While both mentors and advisers counsel startups, the difference is in their advisory outlook and the essential attributes of their relationship with startups and founders. Like shades and tints, the differences are subtle but definitely present.

 

Advisory Scope

 

Mentors are akin to godfathers. They have probably been in the same industry as you, and have clocked in several years of experience doing many of the things you see yourself doing in the future. In essence, they are role models and should be approached for wider strategy planning and macro-level issues.

 

Advisers, on the other hand, are more focused on smaller company matters. Advisers are experts in specific domains, such as business development and fundraising. They will be able to help you with precise problem statements that your business is facing, unlike mentors, who can be reached out to in more generic situations.

 

For instance, an adviser could be more effective for reaching specific and measurable business goals, but providing guidance on building company culture in the long term would be a task best suited to a mentor.

 

Timeline of the Commitment

 

Mentors are people you want to build a long-lasting relationship with. Ideally, a mentor-mentee relationship emerges from shared values and a sense of personal belief in each other. This is why the value of the relationship is maximized when the relationship exists from the medium to the long term.

 

An adviser is meant to help you with specific problems which exist in the short to medium term, such as developing a go-to-market strategy. When the problem has been resolved, an adviser may exit or move on to their next business fix.

 

Nature of the Relationship

 

While you may invite a mentor to your birthday dinner, meetings with advisers are best kept to office roundtables or a quick business call. With time, mentorship evolves into more personal interactions, whereas advisory roles are more likely to remain formal. One can have a mentor for several years without even formally acknowledging such a position.

 

This is not a rule of thumb. The nature of your connection with an adviser or mentor should be understood as spectrum, with mentors leaning towards the unofficial side of the scale and advisers on the other end. However, as with any spectrum, mentors and advisers can exist anywhere within that range.

 

Compensation

 

Most advisers are legally associated with the business, which is why they are often featured on the company website.
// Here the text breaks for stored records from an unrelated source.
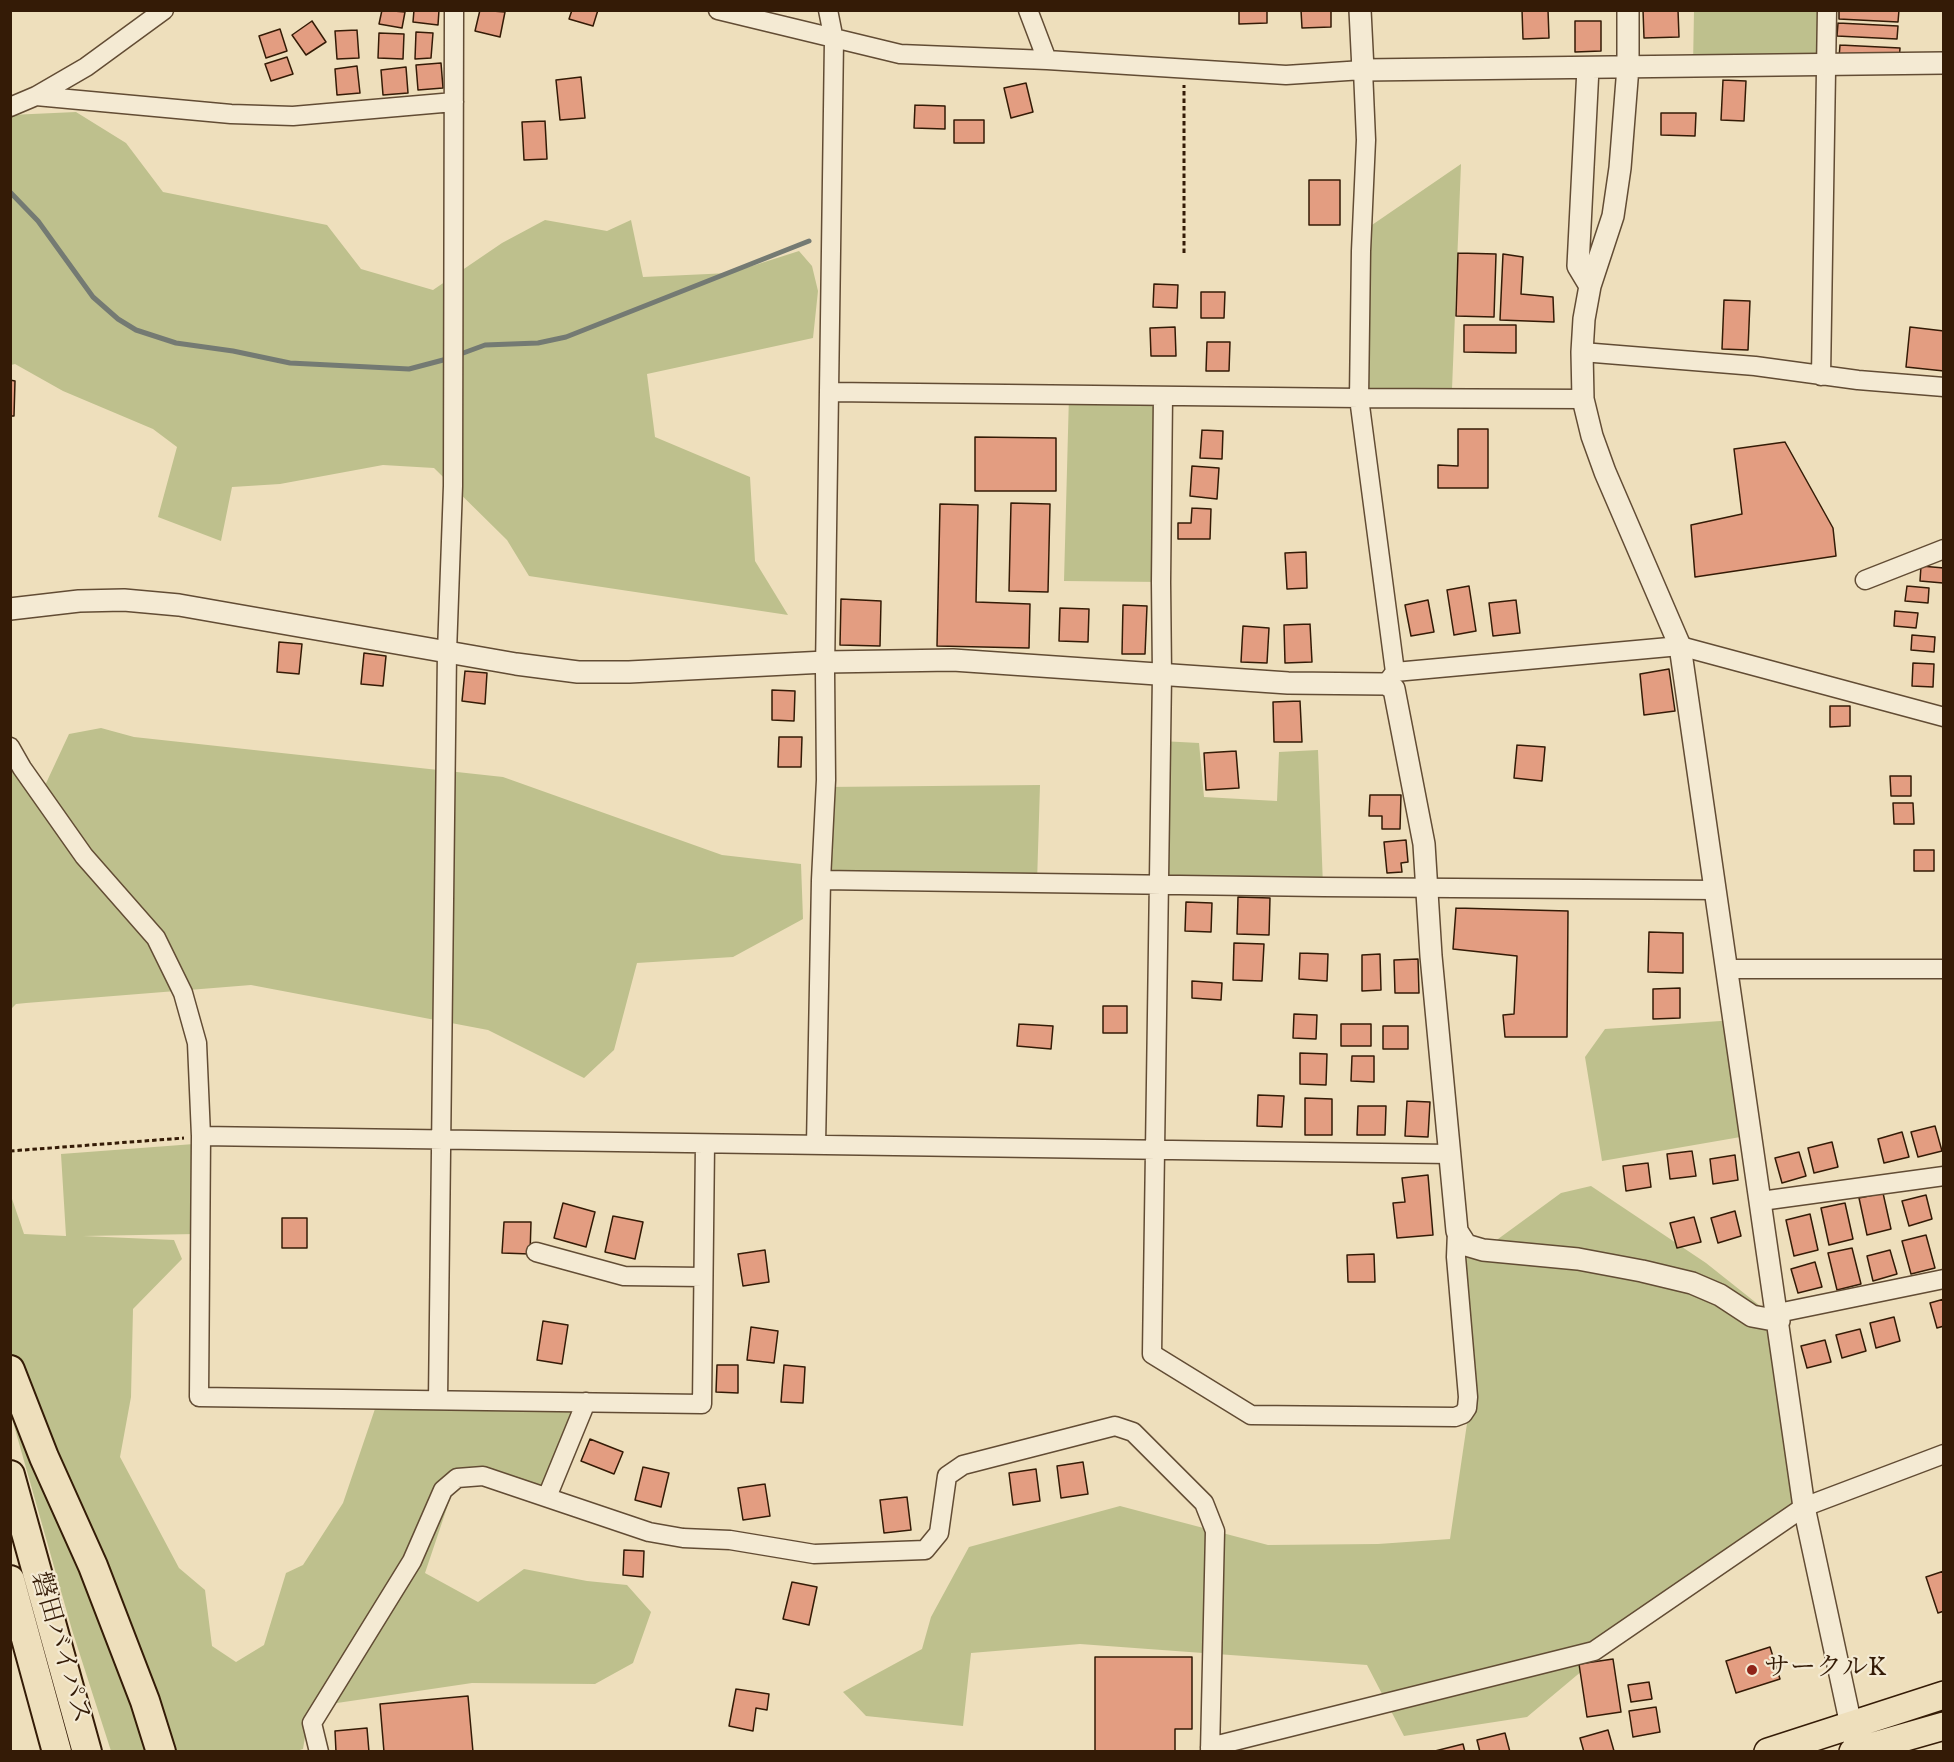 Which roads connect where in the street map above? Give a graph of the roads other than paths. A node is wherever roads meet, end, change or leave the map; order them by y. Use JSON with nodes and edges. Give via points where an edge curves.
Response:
{"nodes":[{"id":1,"x":164,"y":10,"type":"edge"},
{"id":2,"x":454,"y":10,"type":"edge"},
{"id":3,"x":718,"y":10,"type":"edge"},
{"id":4,"x":828,"y":10,"type":"edge"},
{"id":5,"x":1028,"y":10,"type":"edge"},
{"id":6,"x":1360,"y":10,"type":"edge"},
{"id":7,"x":1628,"y":10,"type":"edge"},
{"id":8,"x":1827,"y":10,"type":"edge"},
{"id":9,"x":834,"y":40,"type":"junction"},
{"id":10,"x":1047,"y":60,"type":"junction"},
{"id":11,"x":1944,"y":63,"type":"edge"},
{"id":12,"x":1827,"y":64,"type":"junction"},
{"id":13,"x":1628,"y":67,"type":"junction"},
{"id":14,"x":1588,"y":68,"type":"junction"},
{"id":15,"x":1363,"y":70,"type":"junction"},
{"id":16,"x":36,"y":96,"type":"junction"},
{"id":17,"x":454,"y":102,"type":"junction"},
{"id":18,"x":10,"y":107,"type":"edge"},
{"id":19,"x":1590,"y":286,"type":"junction"},
{"id":20,"x":1582,"y":352,"type":"junction"},
{"id":21,"x":1821,"y":376,"type":"junction"},
{"id":22,"x":1944,"y":387,"type":"edge"},
{"id":23,"x":830,"y":392,"type":"junction"},
{"id":24,"x":1164,"y":396,"type":"junction"},
{"id":25,"x":1359,"y":398,"type":"junction"},
{"id":26,"x":1583,"y":399,"type":"junction"},
{"id":27,"x":1944,"y":549,"type":"edge"},
{"id":28,"x":1865,"y":580,"type":"dead end"},
{"id":29,"x":10,"y":609,"type":"edge"},
{"id":30,"x":1680,"y":646,"type":"junction"},
{"id":31,"x":447,"y":652,"type":"junction"},
{"id":32,"x":825,"y":662,"type":"junction"},
{"id":33,"x":1162,"y":675,"type":"junction"},
{"id":34,"x":1390,"y":678,"type":"junction"},
{"id":35,"x":1944,"y":717,"type":"edge"},
{"id":36,"x":10,"y":747,"type":"edge"},
{"id":37,"x":821,"y":879,"type":"junction"},
{"id":38,"x":1158,"y":885,"type":"junction"},
{"id":39,"x":1426,"y":888,"type":"junction"},
{"id":40,"x":1716,"y":890,"type":"junction"},
{"id":41,"x":1728,"y":969,"type":"junction"},
{"id":42,"x":1944,"y":969,"type":"edge"},
{"id":43,"x":201,"y":1136,"type":"junction"},
{"id":44,"x":441,"y":1140,"type":"junction"},
{"id":45,"x":705,"y":1144,"type":"junction"},
{"id":46,"x":816,"y":1146,"type":"junction"},
{"id":47,"x":1154,"y":1150,"type":"junction"},
{"id":48,"x":1450,"y":1154,"type":"junction"},
{"id":49,"x":1944,"y":1176,"type":"edge"},
{"id":50,"x":1761,"y":1202,"type":"junction"},
{"id":51,"x":1457,"y":1231,"type":"junction"},
{"id":52,"x":536,"y":1252,"type":"dead end"},
{"id":53,"x":703,"y":1277,"type":"junction"},
{"id":54,"x":1944,"y":1279,"type":"edge"},
{"id":55,"x":1778,"y":1317,"type":"junction"},
{"id":56,"x":10,"y":1370,"type":"edge"},
{"id":57,"x":438,"y":1400,"type":"junction"},
{"id":58,"x":586,"y":1402,"type":"junction"},
{"id":59,"x":1944,"y":1454,"type":"edge"},
{"id":60,"x":10,"y":1475,"type":"edge"},
{"id":61,"x":547,"y":1497,"type":"junction"},
{"id":62,"x":1804,"y":1507,"type":"junction"},
{"id":63,"x":10,"y":1580,"type":"edge"},
{"id":64,"x":1944,"y":1695,"type":"edge"},
{"id":65,"x":1944,"y":1726,"type":"edge"},
{"id":66,"x":1855,"y":1745,"type":"edge"},
{"id":67,"x":1210,"y":1750,"type":"edge"},
{"id":68,"x":57,"y":1752,"type":"edge"},
{"id":69,"x":87,"y":1752,"type":"edge"},
{"id":70,"x":161,"y":1752,"type":"edge"},
{"id":71,"x":319,"y":1752,"type":"edge"},
{"id":72,"x":1768,"y":1752,"type":"edge"}],
"edges":[{"from":1,"to":16,"type":"street","via":[[86,67]]},
{"from":2,"to":17,"type":"street"},
{"from":3,"to":9,"type":"street"},
{"from":4,"to":9,"type":"street"},
{"from":5,"to":10,"type":"street"},
{"from":6,"to":15,"type":"street"},
{"from":7,"to":13,"type":"street"},
{"from":8,"to":12,"type":"street"},
{"from":9,"to":10,"type":"street","via":[[900,54]]},
{"from":9,"to":23,"type":"street"},
{"from":10,"to":15,"type":"street","via":[[1286,75]]},
{"from":11,"to":12,"type":"street"},
{"from":12,"to":13,"type":"street"},
{"from":12,"to":21,"type":"street"},
{"from":13,"to":14,"type":"street"},
{"from":13,"to":19,"type":"street","via":[[1614,206]]},
{"from":14,"to":15,"type":"street"},
{"from":14,"to":19,"type":"street","via":[[1578,266]]},
{"from":15,"to":25,"type":"street","via":[[1366,140]]},
{"from":16,"to":17,"type":"street","via":[[293,116]]},
{"from":16,"to":18,"type":"street"},
{"from":17,"to":31,"type":"street","via":[[453,486]]},
{"from":19,"to":20,"type":"street"},
{"from":20,"to":21,"type":"street","via":[[1755,366]]},
{"from":20,"to":26,"type":"street"},
{"from":21,"to":22,"type":"street"},
{"from":23,"to":24,"type":"street"},
{"from":23,"to":32,"type":"street"},
{"from":24,"to":25,"type":"street"},
{"from":24,"to":33,"type":"street"},
{"from":25,"to":26,"type":"street"},
{"from":25,"to":34,"type":"street"},
{"from":26,"to":30,"type":"street","via":[[1605,472]]},
{"from":27,"to":28,"type":"street"},
{"from":29,"to":31,"type":"street","via":[[79,601],[179,605]]},
{"from":30,"to":34,"type":"street"},
{"from":30,"to":35,"type":"street"},
{"from":30,"to":40,"type":"street"},
{"from":31,"to":32,"type":"street","via":[[578,672]]},
{"from":31,"to":44,"type":"street"},
{"from":32,"to":33,"type":"street","via":[[953,660]]},
{"from":32,"to":37,"type":"street","via":[[826,780]]},
{"from":33,"to":34,"type":"street","via":[[1288,683]]},
{"from":33,"to":38,"type":"street"},
{"from":34,"to":39,"type":"street","via":[[1424,844]]},
{"from":36,"to":43,"type":"street","via":[[84,856],[156,938],[183,993],[197,1043]]},
{"from":37,"to":38,"type":"street"},
{"from":37,"to":46,"type":"street"},
{"from":38,"to":39,"type":"street"},
{"from":38,"to":47,"type":"street"},
{"from":39,"to":40,"type":"street"},
{"from":39,"to":48,"type":"street"},
{"from":40,"to":41,"type":"street"},
{"from":41,"to":42,"type":"street"},
{"from":41,"to":50,"type":"street"},
{"from":43,"to":44,"type":"street"},
{"from":43,"to":57,"type":"street","via":[[199,1397]]},
{"from":44,"to":45,"type":"street"},
{"from":44,"to":57,"type":"street"},
{"from":45,"to":46,"type":"street"},
{"from":45,"to":53,"type":"street"},
{"from":46,"to":47,"type":"street"},
{"from":47,"to":48,"type":"street"},
{"from":47,"to":51,"type":"street","via":[[1152,1354],[1251,1415],[1463,1414],[1468,1397]]},
{"from":48,"to":51,"type":"street"},
{"from":49,"to":50,"type":"street"},
{"from":50,"to":55,"type":"street"},
{"from":51,"to":55,"type":"street","via":[[1466,1245],[1483,1250],[1578,1259],[1642,1271],[1692,1283],[1752,1316]]},
{"from":52,"to":53,"type":"street","via":[[624,1276]]},
{"from":53,"to":58,"type":"street","via":[[702,1404]]},
{"from":54,"to":55,"type":"street"},
{"from":55,"to":62,"type":"street"},
{"from":56,"to":70,"type":"highway","via":[[93,1566]]},
{"from":57,"to":58,"type":"street"},
{"from":58,"to":61,"type":"street"},
{"from":59,"to":62,"type":"street"},
{"from":60,"to":69,"type":"highway","name":"磐田バイパス"},
{"from":61,"to":67,"type":"street","via":[[649,1532],[683,1538],[730,1540],[814,1554],[925,1551],[939,1533],[947,1476],[963,1466],[1115,1426],[1133,1432],[1204,1503],[1215,1531]]},
{"from":61,"to":71,"type":"street","via":[[483,1476],[457,1478],[443,1490],[412,1561],[312,1723]]},
{"from":62,"to":66,"type":"street"},
{"from":62,"to":67,"type":"street","via":[[1594,1651]]},
{"from":63,"to":68,"type":"highway","name":"磐田バイパス"},
{"from":64,"to":66,"type":"main road"},
{"from":65,"to":66,"type":"main road"},
{"from":66,"to":72,"type":"main road"}]}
An adviser may have contractual obligations to the company, outlined by official documents such as the Founder/Advisor Standard Template (FAST) agreement, and also tend to be paid through cash or stock.

 

A mentor, however, is usually not legally bound. It is uncommon for mentors to be outrightly and officially asked to mentor a founder on resolute terms. Even if such a declaration exists, it does not necessarily mean that the relationship will be fruitful. Mentors can receive compensation, but a mentor-mentee equation typically prioritizes the menteeā€™s personal and professional growth.

 

Knowing how the type of advisory between a mentor and an adviser differs can help founders make the growth process more efficient for themselves and their startups.

 

It is best to put together an advisory board when looking for advisers. This gives the startup access to a wider scale of business expertise. When looking for a mentor, however, remember that the key is to build a personal connection.

 

After all, the Consigliere and the Godfather both make significant contributions, but at markedly different levels. Identifying when to approach whom can help startups efficiently distribute the advisory available to them on a needs-first basis, and make the most out of others’ expertise.